*** Opening Supplied material ***

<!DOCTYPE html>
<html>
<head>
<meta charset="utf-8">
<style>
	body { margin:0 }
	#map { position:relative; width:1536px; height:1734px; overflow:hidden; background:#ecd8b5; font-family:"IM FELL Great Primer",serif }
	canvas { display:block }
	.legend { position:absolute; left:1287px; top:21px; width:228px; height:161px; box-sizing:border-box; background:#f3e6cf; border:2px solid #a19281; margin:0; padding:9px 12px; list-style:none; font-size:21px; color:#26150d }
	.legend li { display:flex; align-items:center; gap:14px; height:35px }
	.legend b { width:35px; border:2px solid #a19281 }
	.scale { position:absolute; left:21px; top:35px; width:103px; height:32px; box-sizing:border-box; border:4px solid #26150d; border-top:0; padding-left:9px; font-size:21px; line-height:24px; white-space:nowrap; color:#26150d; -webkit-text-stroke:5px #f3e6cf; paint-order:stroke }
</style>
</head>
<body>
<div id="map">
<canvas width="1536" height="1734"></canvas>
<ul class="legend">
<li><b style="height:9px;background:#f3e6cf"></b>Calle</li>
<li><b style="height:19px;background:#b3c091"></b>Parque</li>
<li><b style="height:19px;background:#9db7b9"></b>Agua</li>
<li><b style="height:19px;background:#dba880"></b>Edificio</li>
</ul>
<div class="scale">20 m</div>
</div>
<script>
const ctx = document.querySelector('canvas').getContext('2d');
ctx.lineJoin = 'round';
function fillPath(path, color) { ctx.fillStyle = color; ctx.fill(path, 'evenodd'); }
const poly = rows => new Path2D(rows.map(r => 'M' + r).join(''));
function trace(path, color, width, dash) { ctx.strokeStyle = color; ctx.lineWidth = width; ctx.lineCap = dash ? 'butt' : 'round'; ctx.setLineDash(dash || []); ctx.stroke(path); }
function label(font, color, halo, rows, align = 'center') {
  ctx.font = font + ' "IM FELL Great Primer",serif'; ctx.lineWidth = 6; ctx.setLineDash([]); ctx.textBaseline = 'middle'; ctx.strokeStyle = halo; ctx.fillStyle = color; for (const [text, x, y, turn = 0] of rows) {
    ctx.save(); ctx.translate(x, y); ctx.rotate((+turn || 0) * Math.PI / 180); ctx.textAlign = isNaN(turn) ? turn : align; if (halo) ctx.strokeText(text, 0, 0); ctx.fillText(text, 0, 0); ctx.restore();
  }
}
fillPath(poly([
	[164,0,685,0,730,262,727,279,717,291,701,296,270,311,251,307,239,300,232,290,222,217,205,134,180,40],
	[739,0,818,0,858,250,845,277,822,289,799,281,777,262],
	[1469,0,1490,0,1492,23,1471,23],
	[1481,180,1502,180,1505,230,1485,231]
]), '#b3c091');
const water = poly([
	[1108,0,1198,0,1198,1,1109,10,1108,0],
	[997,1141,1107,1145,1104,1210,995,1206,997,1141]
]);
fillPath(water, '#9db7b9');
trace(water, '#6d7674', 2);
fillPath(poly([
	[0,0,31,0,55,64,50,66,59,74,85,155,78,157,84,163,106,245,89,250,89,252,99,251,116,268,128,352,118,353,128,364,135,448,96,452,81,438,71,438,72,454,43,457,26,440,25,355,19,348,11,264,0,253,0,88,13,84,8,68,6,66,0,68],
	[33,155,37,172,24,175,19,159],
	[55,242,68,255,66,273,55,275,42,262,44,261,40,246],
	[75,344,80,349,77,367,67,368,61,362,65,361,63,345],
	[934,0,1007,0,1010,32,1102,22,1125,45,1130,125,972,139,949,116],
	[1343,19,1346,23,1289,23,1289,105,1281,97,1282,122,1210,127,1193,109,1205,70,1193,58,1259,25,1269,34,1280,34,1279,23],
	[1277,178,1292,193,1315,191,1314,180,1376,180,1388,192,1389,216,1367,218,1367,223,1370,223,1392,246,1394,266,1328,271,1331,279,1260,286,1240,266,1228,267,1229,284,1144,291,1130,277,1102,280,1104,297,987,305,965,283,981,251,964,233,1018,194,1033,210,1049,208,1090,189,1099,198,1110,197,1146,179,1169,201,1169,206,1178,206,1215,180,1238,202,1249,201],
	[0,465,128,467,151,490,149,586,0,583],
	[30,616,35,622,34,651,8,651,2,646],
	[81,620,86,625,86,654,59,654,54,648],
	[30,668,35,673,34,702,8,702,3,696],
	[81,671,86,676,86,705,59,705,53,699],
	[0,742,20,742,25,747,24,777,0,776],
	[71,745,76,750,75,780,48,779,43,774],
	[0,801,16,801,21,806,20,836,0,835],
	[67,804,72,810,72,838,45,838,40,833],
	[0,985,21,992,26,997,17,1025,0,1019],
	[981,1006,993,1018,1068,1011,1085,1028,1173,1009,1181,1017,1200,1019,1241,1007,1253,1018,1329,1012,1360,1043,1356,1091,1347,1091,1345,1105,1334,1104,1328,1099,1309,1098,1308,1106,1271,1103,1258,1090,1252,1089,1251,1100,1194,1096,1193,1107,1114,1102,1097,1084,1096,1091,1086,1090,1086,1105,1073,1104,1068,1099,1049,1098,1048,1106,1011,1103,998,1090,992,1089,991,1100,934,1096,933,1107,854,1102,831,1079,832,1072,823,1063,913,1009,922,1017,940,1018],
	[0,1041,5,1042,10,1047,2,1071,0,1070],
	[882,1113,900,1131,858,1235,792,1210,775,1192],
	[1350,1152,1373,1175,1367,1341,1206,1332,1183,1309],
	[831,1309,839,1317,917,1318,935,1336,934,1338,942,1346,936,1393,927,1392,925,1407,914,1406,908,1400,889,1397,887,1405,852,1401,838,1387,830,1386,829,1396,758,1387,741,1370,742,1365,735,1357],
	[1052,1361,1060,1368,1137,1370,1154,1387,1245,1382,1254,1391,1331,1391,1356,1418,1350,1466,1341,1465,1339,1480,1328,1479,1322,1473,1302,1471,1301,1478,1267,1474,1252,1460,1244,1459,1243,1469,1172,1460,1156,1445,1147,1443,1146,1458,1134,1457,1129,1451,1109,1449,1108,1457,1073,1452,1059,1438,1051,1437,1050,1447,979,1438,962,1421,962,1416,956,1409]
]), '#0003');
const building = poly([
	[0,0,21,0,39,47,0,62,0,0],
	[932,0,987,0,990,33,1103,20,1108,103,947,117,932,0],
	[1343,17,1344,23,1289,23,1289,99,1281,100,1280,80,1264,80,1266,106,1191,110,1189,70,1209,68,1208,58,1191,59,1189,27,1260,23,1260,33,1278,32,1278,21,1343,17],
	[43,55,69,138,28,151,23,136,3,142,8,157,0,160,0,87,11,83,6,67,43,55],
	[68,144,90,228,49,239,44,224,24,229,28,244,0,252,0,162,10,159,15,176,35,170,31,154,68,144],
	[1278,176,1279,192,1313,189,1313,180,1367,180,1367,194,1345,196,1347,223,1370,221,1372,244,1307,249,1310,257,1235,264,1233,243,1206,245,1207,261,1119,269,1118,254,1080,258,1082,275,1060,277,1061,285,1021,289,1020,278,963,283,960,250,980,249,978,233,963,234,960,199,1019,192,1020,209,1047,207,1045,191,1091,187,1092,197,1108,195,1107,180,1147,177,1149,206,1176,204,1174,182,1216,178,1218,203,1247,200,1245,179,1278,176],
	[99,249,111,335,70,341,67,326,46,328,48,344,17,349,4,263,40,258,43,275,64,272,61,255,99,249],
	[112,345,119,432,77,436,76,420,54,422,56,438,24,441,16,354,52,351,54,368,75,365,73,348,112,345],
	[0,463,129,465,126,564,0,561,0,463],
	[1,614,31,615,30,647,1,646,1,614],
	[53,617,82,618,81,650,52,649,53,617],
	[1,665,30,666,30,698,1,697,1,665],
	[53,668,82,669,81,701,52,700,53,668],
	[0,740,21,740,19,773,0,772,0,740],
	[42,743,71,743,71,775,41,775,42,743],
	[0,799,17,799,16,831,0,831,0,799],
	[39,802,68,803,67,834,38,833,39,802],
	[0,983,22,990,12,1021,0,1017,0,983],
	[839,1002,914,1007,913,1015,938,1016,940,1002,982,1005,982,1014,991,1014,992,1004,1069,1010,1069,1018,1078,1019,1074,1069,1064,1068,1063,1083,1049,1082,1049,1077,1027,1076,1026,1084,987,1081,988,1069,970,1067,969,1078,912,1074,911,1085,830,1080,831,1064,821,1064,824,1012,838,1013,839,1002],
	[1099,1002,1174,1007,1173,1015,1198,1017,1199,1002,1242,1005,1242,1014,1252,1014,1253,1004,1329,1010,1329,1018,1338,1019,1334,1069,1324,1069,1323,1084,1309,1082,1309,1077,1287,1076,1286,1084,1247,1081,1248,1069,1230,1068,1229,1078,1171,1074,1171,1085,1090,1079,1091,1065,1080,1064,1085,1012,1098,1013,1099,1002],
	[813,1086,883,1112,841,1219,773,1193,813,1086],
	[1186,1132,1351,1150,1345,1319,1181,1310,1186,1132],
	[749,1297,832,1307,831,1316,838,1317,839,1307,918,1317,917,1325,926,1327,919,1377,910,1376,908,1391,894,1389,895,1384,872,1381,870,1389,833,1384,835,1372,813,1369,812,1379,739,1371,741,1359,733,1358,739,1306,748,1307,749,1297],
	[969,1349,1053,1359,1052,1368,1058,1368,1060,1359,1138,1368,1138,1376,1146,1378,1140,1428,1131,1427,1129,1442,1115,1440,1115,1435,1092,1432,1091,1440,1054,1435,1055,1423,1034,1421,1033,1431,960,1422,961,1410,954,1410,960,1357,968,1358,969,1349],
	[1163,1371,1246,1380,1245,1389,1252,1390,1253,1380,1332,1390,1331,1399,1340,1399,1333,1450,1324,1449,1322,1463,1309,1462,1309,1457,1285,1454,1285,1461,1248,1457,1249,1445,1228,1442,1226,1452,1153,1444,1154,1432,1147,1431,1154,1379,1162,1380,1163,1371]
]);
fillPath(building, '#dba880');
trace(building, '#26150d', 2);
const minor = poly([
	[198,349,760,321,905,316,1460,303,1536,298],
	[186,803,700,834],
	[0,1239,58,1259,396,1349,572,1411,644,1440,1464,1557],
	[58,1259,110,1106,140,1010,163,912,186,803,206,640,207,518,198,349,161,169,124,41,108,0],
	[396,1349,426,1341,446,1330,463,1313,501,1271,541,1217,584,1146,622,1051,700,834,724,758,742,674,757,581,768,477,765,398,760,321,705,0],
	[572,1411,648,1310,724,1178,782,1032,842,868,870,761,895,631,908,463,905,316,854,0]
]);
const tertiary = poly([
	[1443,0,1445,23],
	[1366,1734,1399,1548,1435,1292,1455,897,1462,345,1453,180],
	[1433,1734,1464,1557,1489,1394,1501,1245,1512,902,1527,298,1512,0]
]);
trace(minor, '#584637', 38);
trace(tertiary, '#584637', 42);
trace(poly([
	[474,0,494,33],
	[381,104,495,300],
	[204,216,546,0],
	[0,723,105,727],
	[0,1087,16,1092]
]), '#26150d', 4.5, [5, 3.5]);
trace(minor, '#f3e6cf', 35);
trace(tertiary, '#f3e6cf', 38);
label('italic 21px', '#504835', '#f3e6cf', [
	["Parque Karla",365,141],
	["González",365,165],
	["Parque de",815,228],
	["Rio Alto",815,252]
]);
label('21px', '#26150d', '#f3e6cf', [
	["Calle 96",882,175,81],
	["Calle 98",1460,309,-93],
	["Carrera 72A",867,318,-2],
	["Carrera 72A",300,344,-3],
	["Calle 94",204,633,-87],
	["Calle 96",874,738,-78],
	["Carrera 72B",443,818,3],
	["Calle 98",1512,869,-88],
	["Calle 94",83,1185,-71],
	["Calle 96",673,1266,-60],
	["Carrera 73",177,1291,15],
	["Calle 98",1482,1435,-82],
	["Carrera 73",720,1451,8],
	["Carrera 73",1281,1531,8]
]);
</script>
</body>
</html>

*** Closing Supplied material ***

→ **What the task asks**: Each line above that contains the string "align" should be copied.

→ **Solution to the exercise**:
	.legend li { display:flex; align-items:center; gap:14px; height:35px }
function label(font, color, halo, rows, align = 'center') {
    ctx.save(); ctx.translate(x, y); ctx.rotate((+turn || 0) * Math.PI / 180); ctx.textAlign = isNaN(turn) ? turn : align; if (halo) ctx.strokeText(text, 0, 0); ctx.fillText(text, 0, 0); ctx.restore();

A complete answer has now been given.